A fundamental assumption in the field of causal inference is ignorability, for which domain-knowledge is employed to build structural causal graphs which capture relevant data dependencies and explicitly formulate model assumptions to ensure there are no unmeasured confounders. On the other hand, highly-parameterized DNNs which estimate complex functions from rich functional classes run counter to such explicit formulations. A hallmark technique to ensure ignorability is the randomized control trial (RCT). Experiments performed in regulatory genomics, such as massively parallel reporter assays [4], are by design RCTs given a sufficiently large library. While costly, such experiments provide valuable insight into the underlying causal mechanism dictating sequence-function relationships. An alternative to physically performing these experiments is to simulate them in silico, namely by performing global importance analysis. To do so, however, requires robust models which accurately learn the functional relationships under consideration. We therefore prioritize the collaboration between bench scientists and computational scientists such that hypotheses generated in silico may be validated in vivo and a feedback loop may be utilized to develop better models (Fig. 2e). DNNs that accurately model the true causal effects are more robust to distribution shifts and improve generalizability [74]. The same may be said when integrating multiple data modalities. For instance, adjusting for confounders such as chromatin accessibility is critical for learning a generalizable function across cell types. Subsequent improved design of models will reduce costs associated with experimental validation, accelerate hypothesis generation and refinement, and provide more accurate discovery of causal biological mechanisms.
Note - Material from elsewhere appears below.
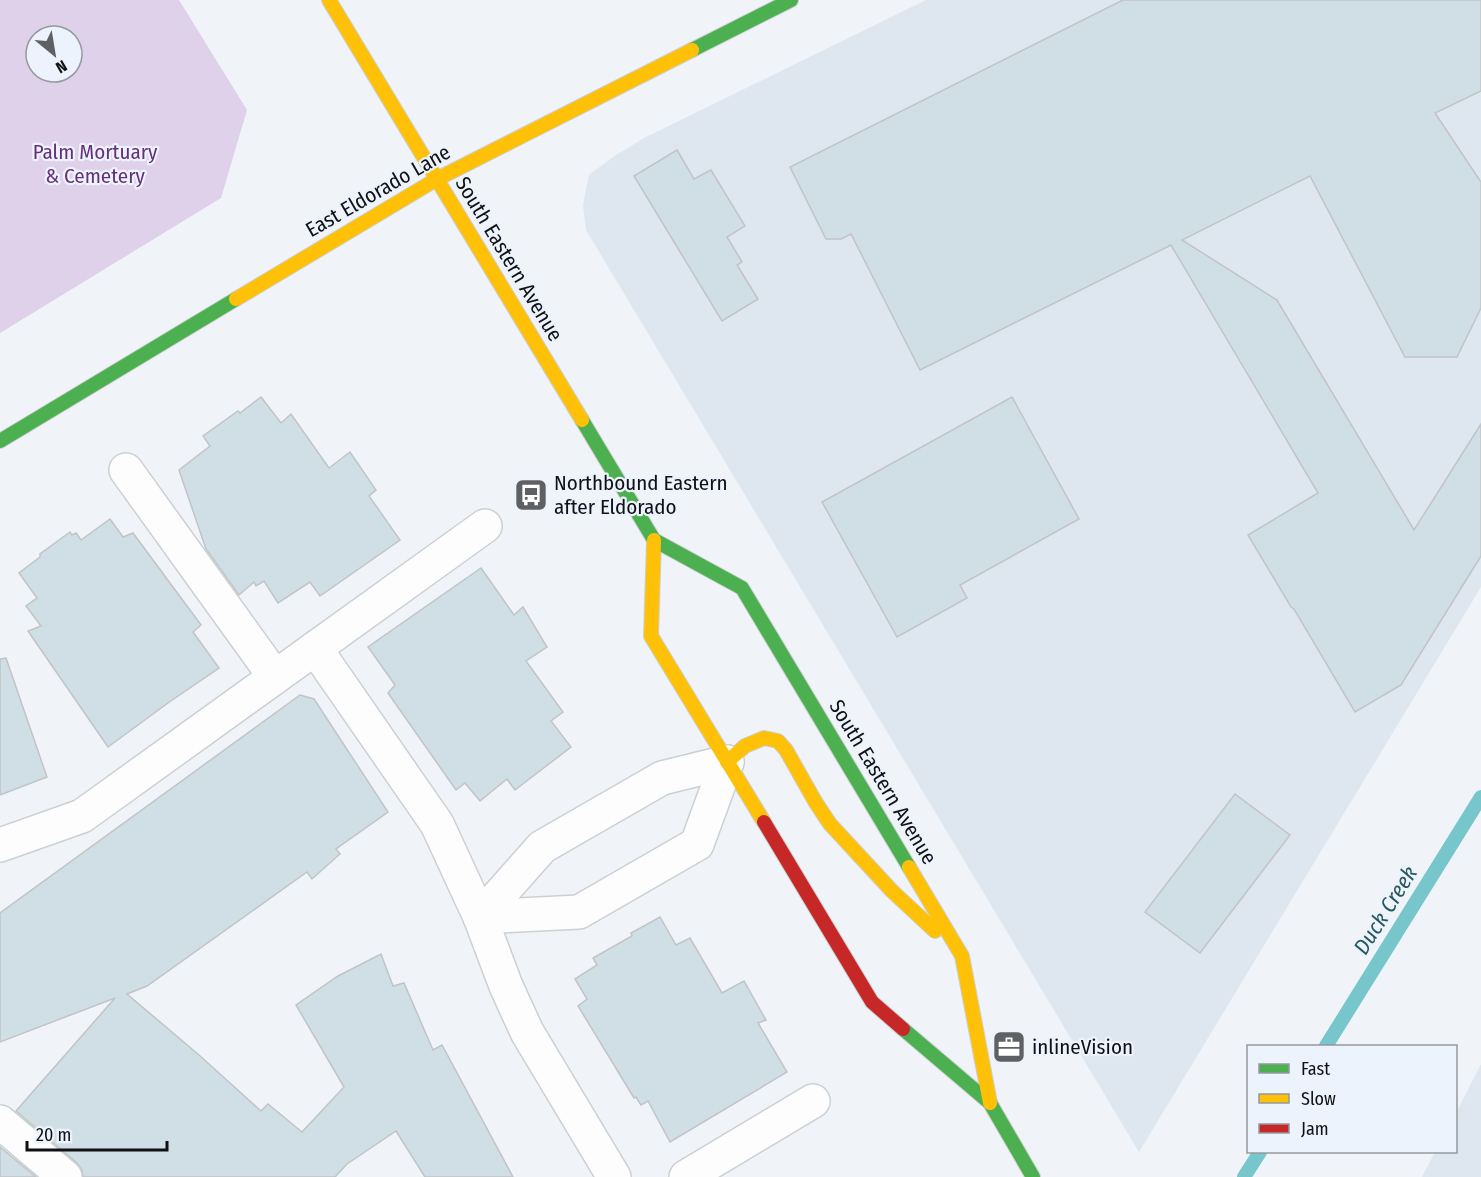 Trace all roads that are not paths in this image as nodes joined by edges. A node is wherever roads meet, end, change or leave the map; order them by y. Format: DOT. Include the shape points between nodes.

Robustness and interpretability.

By learning sequence-function relationships, a trained DNN can be used to score the effect that disease-associated variants have on the phenotype that it was trained on [5, 7, 9, 10, 11, 20, 75]. This of course assumes that the model has learned an invariant causal representation which is generalizeable beyond the data that it was trained on. Demonstration of out-of-distribution generalization performance has been limiting due to a lack of reliable benchmark datasets with ground truth. In other domains, it has been shown that small, targeted perturbations to the inputs, so-called adversarial examples [76], generated by an adversary whose sole mission is to trick the classifier, can result in highly unreliable predictions. This has resurrected the field of robust machine learning which focuses on the trustworthiness of model predictions [77]. Counterintuitively, high performing DNNs do not necessarily yield reliable attribution scores [78, 79], even in genomics [63]. This raises a red flag that we should not blindly trust model predictions on variant effects just because they generalize well on held-out test data generated from the same distribution, which share the same biases. It has been demonstrated that adversarial training, which incorporates adversarial examples during training, not only leads to improved robustness properties but also improved interpretability [51, 63]. Although adversarial examples is not a meaningful phenomenon in genomics, their potential for improving the robustness and interpretability properties of DNNs through adversarial training makes them an exciting area of exploration. A thorough evaluation and understanding of how training procedure, incorporation of biophysical priors, and the various advances in DNN architectures all influence model robustness and interpretability is an avenue for future research.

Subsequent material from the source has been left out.